04 ottobre 2015 10:53

Al Teatro Comunale di Ferrara, il Festival di Internazionale ha ospitato un dialogo molto riflessivo sul problema dell’immigrazione in Australia. La situazione dal 2013 non è per niente positiva. La nuova versione della Pacific Solution prevede il respingimento dei profughi in arrivo sulle coste australiane, tramite l’intervento di forze dell’ordine. Essi restano per mesi o anni in attesa di sapere se le loro richieste di asilo possono essere accettate o, alternativamente, se possono rientrare al loro paese. Ma c’è di più: le condizioni dei luoghi di deportazione dei rifugiati senza permesso regolare sono pietose, vengono maltrattati e ci sono stati casi di violenze sessuali anche su minori.

Ben Doherty, reporter di The Guardian, ha spiegato come il problema legato all’immigrazione sia sempre appartenuto al territorio australiano. Infatti nel corso del 1900 l’Australia ha subito varie ondate di immigrazioni, dai Cambogiani negli anni ‘70 ai Pakistani degli anni ‘80. Inizialmente, racconta Doherty, il governo accettava le persone in arrivo e tentava di integrarle nel paese. Negli anni a seguire la situazione è peggiorata: prima le deportazioni potevano durare qualche mese, oggi la politica sempre più restrittiva porta alla reclusione per anche 6-8 anni. Purtroppo, come ricorda il reporter, in Australia regna un clima di paura e tensione nei confronti di persone straniere e questo tipo di mentalità può essere superato solamente con un cambio generazionale. Il popolo è certamente spaventato dai flussi delle masse in continuo arrivo nelle coste, ma molto di più dal fatto che il governo non sia in grado di gestirle. Doherty sostiene che le istituzioni siano consapevoli di questo terrore diffuso e che agiscano di conseguenza. Molte atrocità non vengono rivelate per evitare di suscitare reazioni nei cittadini. Si tratta di veri e propri interventi di “disumanizzazione”: i deportati sono numeri, codici, non vengono trattati come persone.

Lo scrittore e giornalista australiano, Jeff Sparrow, fa notare come da sempre questa tematica passi in secondo piano rispetto a problemi economici o politici, anche se sono concetti strettamente legati.

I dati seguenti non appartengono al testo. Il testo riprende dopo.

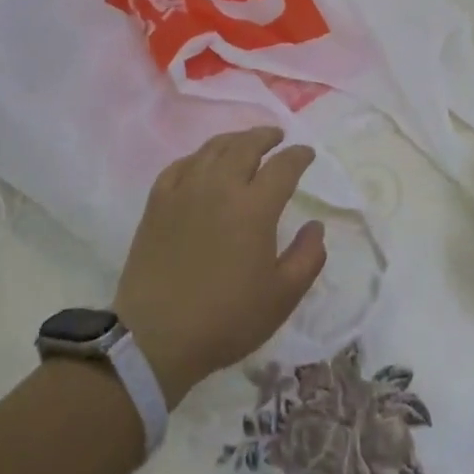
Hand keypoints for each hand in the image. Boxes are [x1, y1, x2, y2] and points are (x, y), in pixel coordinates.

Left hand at [113, 127, 325, 407]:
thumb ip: (308, 257)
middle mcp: (220, 186)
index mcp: (255, 207)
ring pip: (213, 149)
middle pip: (246, 145)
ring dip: (234, 140)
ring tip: (244, 143)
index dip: (299, 156)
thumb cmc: (226, 319)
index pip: (283, 166)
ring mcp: (184, 190)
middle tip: (276, 137)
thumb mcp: (282, 297)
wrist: (156, 337)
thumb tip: (316, 226)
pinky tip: (202, 164)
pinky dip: (198, 157)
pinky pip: (180, 165)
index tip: (307, 154)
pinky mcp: (157, 202)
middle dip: (266, 136)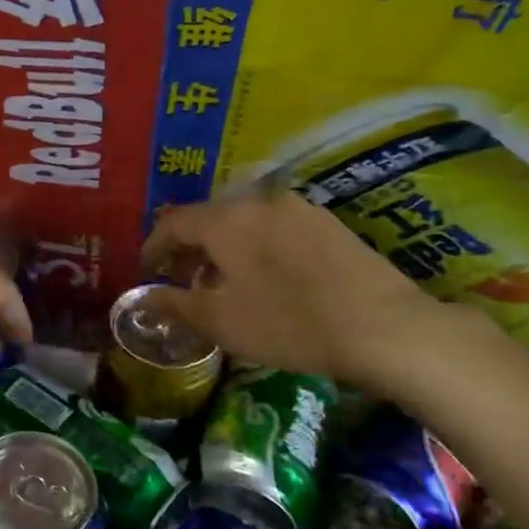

Il problema profughi ha ripercussioni non da poco su tutti gli aspetti che riguardano la gestione del paese. Un altro aspetto su cui egli pone attenzione è la mancanza totale di informazione e l’impossibilità dei profughi di potersi esprimere. Non viene data loro voce, nei media o in qualunque altro mezzo di comunicazione. Sparrow sottolinea anche il fatto che si parli sempre di questo problema quando in periodo di elezioni, senza mai però ottenere alcun cambiamento. Il problema viene raggirato, messo in secondo piano.

Sam Wallman, fumettista australiano, ha illustrato invece il suo progetto del 2013, “La storia di una guardia”, nato dalla motivazione di cercare di comprendere la facilità con cui questi fenomeni venissero considerati normalità. Egli ha sviluppato un fumetto sulla disumanizzazione dal punto di vista di un profugo afgano, che ha incontrato più volte resistenza alle frontiere, e di un lavoratore dei centri di deportazione, volenteroso di aiutare i profughi. Quest’ultima persona, infatti, ha potuto vivere la realtà contestuale dei centri detentivi e comprendere la forte necessità di un intervento in aiuto a queste persone, al fine di arrestare questo scempio.

Anche Joȅl van Houdt, fotogiornalista olandese, ha potuto toccare con mano la condizione drammatica in cui si trovano i rifugiati, fingendosi profugo e imbarcandosi per l’Australia insieme a loro. C’era un trafficante umano, racconta, che si occupava di tutte le persone a bordo, al quale tutti affidavano il proprio destino. C’erano famiglie, donne, nonni e bambini, partiti per un viaggio pericoloso, senza avere alcuna aspettativa di un futuro migliore. Nel Settembre 2013 molte barche sono affondate, dice Houdt, magari in alcune potevano esserci persone che ho conosciuto. Egli ha raccontato anche il momento dell’arrivo sulle coste delle isole australiane. Molti arrivano lì, ma molto pochi raggiungono davvero l’Australia. La maggior parte di loro viene subito smistata nei centri di deportazione.

Ben Doherty ha concluso con una riflessione in merito ai principi molto più liberali del nuovo governo. Lo stile e la retorica sono molto più morbidi rispetto a quello precedente e la disponibilità al cambiamento è maggiore. Questo però non significa che sarà facile risolvere il problema dell’immigrazione, gli ostacoli sono tanti. La speranza è quella di riuscire a limitare la gravità dello status detentivo dei profughi, soprattutto eliminando situazioni di violenza, maltrattamenti e stupri su donne e minori.